Saturday, December 27, 2008

That Darn Cat!

Memo to myself ... start and finish at the rec center, not the other way around. The wind is always blowing north and east with the river.

Distance: 4.25 miles
Temperature: 66 degrees. It's gorgeous!

Fabulous day on South Green ... breezy and bright and warm. It's usually January when we get one (just one) of these freaky 70-ish degree days before slamming back into the deep freeze. But here we are. Anything can happen in Athens.

Second Christmas, lots of Bailey's spilled into morning coffee and lucky, lucky children getting a second helping of too many great presents. We are fortunate, indeed.

Best of 2008 Playlist
Lights & Music - Cut Copy
Let's Dance to Joy Division - The Wombats
Mansard Roof - Vampire Weekend
Don't Stop The Music - Rihanna
Black & Gold - Sam Sparro
Mercy - Duffy
2007, The Year Punk Rock Broke My Heart - Los Campesinos!
Check Yes Juliet - We The Kings
1,000,000 - Nine Inch Nails
Uninvited - Freemasons
Driving This Road Until Death Sets You Free - Zombie-Zombie
Cooldown: Blind - Hercules and Love Affair

Cat worries that she is not good enough an artist, but I feel so intensely grateful to have her as part of this project. She is a better artist than I am, don't let her fool you, and has a greater range of styles and influences. That's why she's doing this.

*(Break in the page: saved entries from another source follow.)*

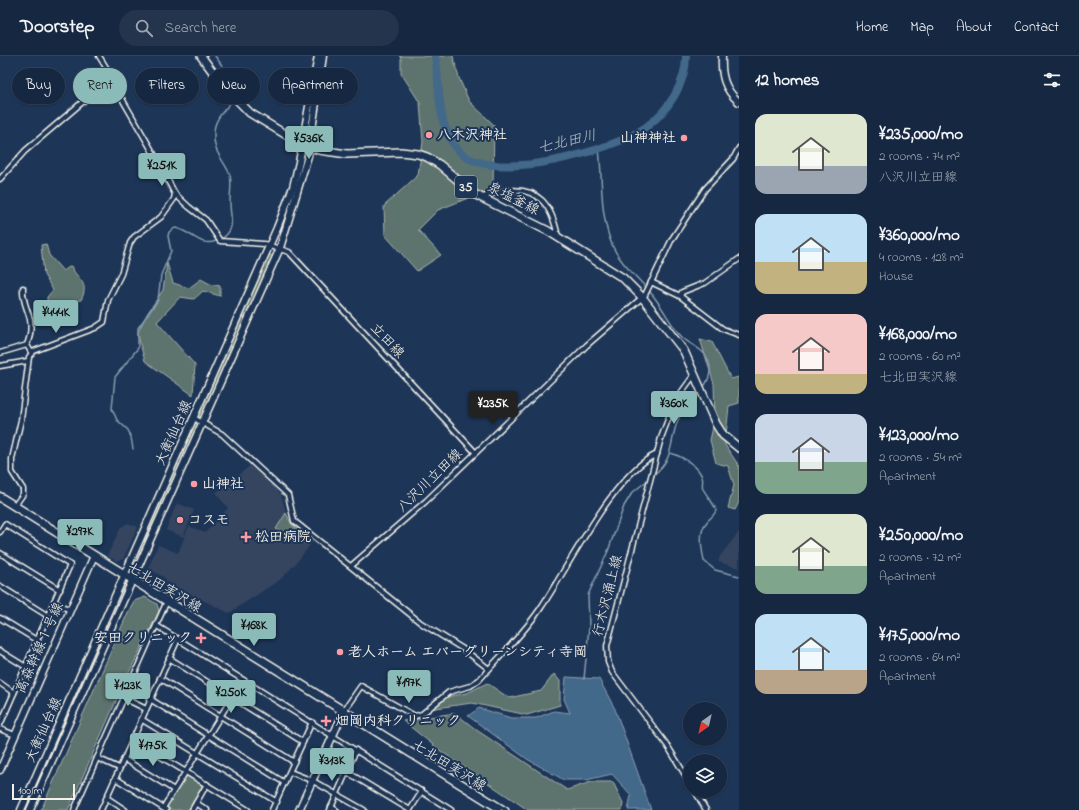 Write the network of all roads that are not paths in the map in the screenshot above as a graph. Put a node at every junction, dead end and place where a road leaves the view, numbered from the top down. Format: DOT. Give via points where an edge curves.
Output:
graph roads {
  1 [pos="99,56"];
  2 [pos="202,56"];
  3 [pos="318,56"];
  4 [pos="323,56"];
  5 [pos="722,56"];
  6 [pos="106,68"];
  7 [pos="739,102"];
  8 [pos="80,104"];
  9 [pos="125,104"];
  10 [pos="303,144"];
  11 [pos="310,148"];
  12 [pos="739,148"];
  13 [pos="0,179"];
  14 [pos="174,194"];
  15 [pos="482,198"];
  16 [pos="558,237"];
  17 [pos="269,245"];
  18 [pos="280,248"];
  19 [pos="739,260"];
  20 [pos="651,284"];
  21 [pos="23,288"];
  22 [pos="643,296"];
  23 [pos="680,296"];
  24 [pos="739,335"];
  25 [pos="27,345"];
  26 [pos="0,353"];
  27 [pos="32,354"];
  28 [pos="28,361"];
  29 [pos="0,366"];
  30 [pos="695,374"];
  31 [pos="194,418"];
  32 [pos="204,422"];
  33 [pos="739,448"];
  34 [pos="475,452"];
  35 [pos="657,454"];
  36 [pos="175,459"];
  37 [pos="186,463"];
  38 [pos="0,494"];
  39 [pos="0,500"];
  40 [pos="16,504"];
  41 [pos="0,532"];
  42 [pos="0,553"];
  43 [pos="93,558"];
  44 [pos="351,566"];
  45 [pos="125,575"];
  46 [pos="133,579"];
  47 [pos="0,586"];
  48 [pos="60,590"];
  49 [pos="167,600"];
  50 [pos="54,602"];
  51 [pos="70,610"];
  52 [pos="48,616"];
  53 [pos="0,618"];
  54 [pos="157,626"];
  55 [pos="178,639"];
  56 [pos="38,641"];
  57 [pos="0,651"];
  58 [pos="169,658"];
  59 [pos="26,667"];
  60 [pos="489,669"];
  61 [pos="160,678"];
  62 [pos="243,680"];
  63 [pos="0,683"];
  64 [pos="14,693"];
  65 [pos="124,698"];
  66 [pos="150,698"];
  67 [pos="232,698"];
  68 [pos="146,709"];
  69 [pos="344,711"];
  70 [pos="2,715"];
  71 [pos="220,717"];
  72 [pos="141,719"];
  73 [pos="312,722"];
  74 [pos="0,725"];
  75 [pos="0,729"];
  76 [pos="15,735"];
  77 [pos="209,735"];
  78 [pos="333,735"];
  79 [pos="132,739"];
  80 [pos="303,742"];
  81 [pos="356,750"];
  82 [pos="197,753"];
  83 [pos="97,758"];
  84 [pos="124,758"];
  85 [pos="294,762"];
  86 [pos="120,768"];
  87 [pos="0,770"];
  88 [pos="186,771"];
  89 [pos="683,771"];
  90 [pos="290,772"];
  91 [pos="347,772"];
  92 [pos="115,778"];
  93 [pos="313,780"];
  94 [pos="285,783"];
  95 [pos="207,784"];
  96 [pos="174,790"];
  97 [pos="422,791"];
  98 [pos="337,793"];
  99 [pos="107,798"];
  100 [pos="699,798"];
  101 [pos="277,802"];
  102 [pos="196,803"];
  103 [pos="330,808"];
  104 [pos="165,809"];
  105 [pos="21,810"];
  106 [pos="30,810"];
  107 [pos="74,810"];
  108 [pos="101,810"];
  109 [pos="125,810"];
  110 [pos="192,810"];
  111 [pos="207,810"];
  112 [pos="248,810"];
  113 [pos="272,810"];
  114 [pos="299,810"];
  115 [pos="336,810"];
  116 [pos="364,810"];
  117 [pos="410,810"];
  118 [pos="452,810"];
  119 [pos="499,810"];
  120 [pos="506,810"];
  121 [pos="706,810"];
  1 -- 6 [label="street"];
  2 -- 10 [label="main road, 泉塩釜線 / 35" via="221,83 250,113"];
  3 -- 10 [label="main road, 大衡仙台線"];
  4 -- 11 [label="main road, 大衡仙台線"];
  5 -- 7 [label="main road" via="725,83"];
  8 -- 13 [label="street" via="25,151"];
  9 -- 14 [label="street"];
  10 -- 11 [label="main road, 泉塩釜線 / 35"];
  10 -- 17 [label="main road, 大衡仙台線" via="293,187"];
  11 -- 15 [label="main road, 泉塩釜線 / 35" via="355,155 392,151 418,154 440,165"];
  11 -- 18 [label="main road, 大衡仙台線"];
  12 -- 20 [label="street" via="733,159 705,189 672,239"];
  14 -- 17 [label="street, 立田線" via="206,220 220,242"];
  14 -- 27 [label="street" via="174,199 161,217 134,237 130,243 121,274 108,300 104,322"];
  15 -- 16 [label="main road, 泉塩釜線 / 35"];
  15 -- 16 [label="street" via="518,189 540,196 548,208"];
  16 -- 22 [label="main road, 泉塩釜線 / 35" via="623,278"];
  17 -- 18 [label="street, 立田線"];
  17 -- 31 [label="main road, 大衡仙台線"];
  18 -- 32 [label="main road, 大衡仙台線"];
  18 -- 34 [label="street, 立田線" via="289,252 300,263"];
  19 -- 23 [label="street" via="710,280 682,292"];
  20 -- 22 [label="street"];
  20 -- 23 [label="street"];
  21 -- 25 [label="street" via="22,299 30,326"];
  22 -- 30 [label="main road, 泉塩釜線 / 35" via="684,351"];
  22 -- 34 [label="street, 八沢川立田線" via="587,345"];
  23 -- 24 [label="street" via="717,325"];
  25 -- 26 [label="street"];
  25 -- 27 [label="street"];
  27 -- 28 [label="street"];
  28 -- 29 [label="street"];
  28 -- 40 [label="street" via="22,420 12,459 12,472 23,489 23,494"];
  30 -- 33 [label="main road, 泉塩釜線 / 35" via="711,414 723,435"];
  30 -- 35 [label="street, 行木沢涌上線" via="675,401"];
  31 -- 32 [label="street"];
  31 -- 36 [label="main road, 大衡仙台線"];
  32 -- 37 [label="main road, 大衡仙台線"];
  32 -- 44 [label="street" via="222,434 288,495 294,521"];
  34 -- 44 [label="street, 八沢川立田線" via="426,502"];
  35 -- 60 [label="street" via="650,456 626,476 542,607"];
  35 -- 89 [label="street, 行木沢涌上線" via="608,638 607,654 612,672 667,745"];
  36 -- 37 [label="street"];
  36 -- 45 [label="main road, 大衡仙台線"];
  37 -- 46 [label="main road, 大衡仙台線"];
  38 -- 40 [label="street"];
  39 -- 43 [label="street, 七北田実沢線"];
  40 -- 45 [label="street"];
  41 -- 48 [label="street" via="5,524 70,565"];
  42 -- 48 [label="street"];
  43 -- 45 [label="street, 七北田実沢線"];
  43 -- 51 [label="main road, 高森幹線１号線"];
  44 -- 60 [label="street" via="421,623"];
  45 -- 46 [label="street"];
  45 -- 105 [label="main road, 大衡仙台線"];
  46 -- 49 [label="street"];
  46 -- 106 [label="main road, 大衡仙台線"];
  47 -- 52 [label="street"];
  48 -- 50 [label="street"];
  49 -- 54 [label="street"];
  49 -- 69 [label="street"];
  50 -- 51 [label="street"];
  50 -- 52 [label="street"];
  51 -- 76 [label="main road, 高森幹線１号線"];
  52 -- 56 [label="street"];
  53 -- 56 [label="street"];
  54 -- 55 [label="street"];
  54 -- 65 [label="street"];
  55 -- 58 [label="street"];
  55 -- 62 [label="street"];
  56 -- 59 [label="street"];
  57 -- 59 [label="street"];
  58 -- 61 [label="street"];
  58 -- 67 [label="street"];
  59 -- 64 [label="street"];
  60 -- 69 [label="street" via="479,680 470,686 449,692 422,714 414,716 361,686"];
  61 -- 66 [label="street"];
  61 -- 71 [label="street"];
  62 -- 67 [label="street"];
  62 -- 73 [label="street"];
  63 -- 64 [label="street"];
  64 -- 70 [label="street"];
  65 -- 68 [label="street"];
  65 -- 83 [label="street"];
  66 -- 68 [label="street"];
  66 -- 77 [label="street"];
  67 -- 71 [label="street"];
  67 -- 80 [label="street"];
  68 -- 72 [label="street"];
  69 -- 78 [label="main road"];
  69 -- 119 [label="street, 七北田実沢線"];
  69 -- 120 [label="street"];
  70 -- 74 [label="street"];
  71 -- 77 [label="street"];
  71 -- 85 [label="street"];
  72 -- 79 [label="street"];
  72 -- 82 [label="street"];
  73 -- 78 [label="street"];
  73 -- 80 [label="street"];
  75 -- 76 [label="street"];
  76 -- 87 [label="main road, 高森幹線１号線"];
  77 -- 82 [label="street"];
  77 -- 94 [label="street"];
  78 -- 81 [label="street"];
  78 -- 93 [label="main road"];
  79 -- 84 [label="street"];
  79 -- 88 [label="street"];
  80 -- 85 [label="street"];
  81 -- 91 [label="street"];
  81 -- 97 [label="street"];
  82 -- 88 [label="street"];
  82 -- 101 [label="street"];
  83 -- 86 [label="street"];
  83 -- 107 [label="street"];
  84 -- 86 [label="street"];
  84 -- 96 [label="street"];
  85 -- 90 [label="street"];
  86 -- 92 [label="street"];
  88 -- 95 [label="street"];
  88 -- 96 [label="street"];
  90 -- 93 [label="street"];
  90 -- 94 [label="street"];
  91 -- 98 [label="street"];
  91 -- 117 [label="street"];
  92 -- 99 [label="street"];
  92 -- 104 [label="street"];
  93 -- 98 [label="street"];
  93 -- 114 [label="main road"];
  94 -- 101 [label="street"];
  95 -- 102 [label="street"];
  95 -- 112 [label="street"];
  96 -- 104 [label="street"];
  97 -- 117 [label="street"];
  97 -- 118 [label="street"];
  98 -- 103 [label="street"];
  98 -- 116 [label="street"];
  99 -- 108 [label="street"];
  99 -- 109 [label="street"];
  100 -- 121 [label="street"];
  101 -- 113 [label="street"];
  102 -- 110 [label="street"];
  102 -- 111 [label="street"];
  103 -- 115 [label="street"];
}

And what is she doing, exactly? She is the Hand of Pengo® acting as the cartoonist and illustrator I never was, the main character of this play.

So ... if this is an autobiographic solo performance, why are you not an actor? Because this is a play, silly, and my work is self-referential and navel-gazing as it is without making a number of pithy theater references. I did enough of that in Vampyres, God knows.

I needed someone who could represent my work as a high school newspaper cartoonist, and one in college, writing for a weekly alternative paper, a graphic novelist, a designer of greeting cards. I can't do all of that. And even if I could, some of what I share in this piece is difficult enough without anyone judging my drawing abilities.

I received a copy of Art Spiegelman's Breakdowns for Christmas. I love his work, but I found this one to be less than the others. It is half memoir and half reprints of work from the early 70s. I can't tell if it's a memoir padded out with old stuff or he wanted to share his less-known work and needed to ad an extended introduction to justify peddling reprints. He is without a doubt a master draftsman, but emotionally he goes over a lot of the same ground covered in many previous books, especially MAUS.

However, reading it reminded me of where I came from, and how I justified creating &TYD. The canon of autobiographic-graphic novels is becoming quite extensive, and those which shine are making it a lot more difficult for those who do not. The work of Harvey Pekar has been a great influence on me since I first began reading American Splendor in the late 80s.

Last year Leah gave my wife a copy of Alison Bechdel's Fun Home and me Peter Kuper's Stop Forgetting to Remember. The former is about the author's relationship with her closeted father and his possible suicide. The latter about the author's own anxieties about his penis, being a cartoonist, impending fatherhood and (I'm not kidding) September 11th.

I will let you guess which one I admired more. Let me give you a hint - the one is an outstanding piece of writing, illustration and pathos that I read in passive fascination until the final page, when I suddenly found myself weeping uncontrollably. The other I hope and pray to God is not how my own work comes off to friends or strangers.

And so; it is because I am presenting a play that I chose to make the main character a cartoonist. If I am really as good a graphic artist as Cat has suggested, then I will someday create a graphic novel about being an actor.

And here's your Saturday evening wake-up call:

1 comment:

Anonymous said...

Fun Home is brilliant. I've liked Alison Bechdel for a really long time, too. Not as long as I've drooled over Harvey's stuff (which hooked me the first time I saw it in the Cleveland Press, which tells you how long ago THAT was) but long enough.

I'm glad that there are role models now for girls who like to do comix. Now we have Bechdel, Ellen Forney, Lynda Barry, Megan Kelso, Jennie Breeden & Linda Medley. For a start!

Back in the day-- that's what I call it when I'm referring to the time when I looked for role models in comix, so, the late 80's-- I had Wendy Pini. And that's about it.

Dori Seda was around, although I didn't really discover her work until the early to mid 90's, as she tended toward the slightly pornographic.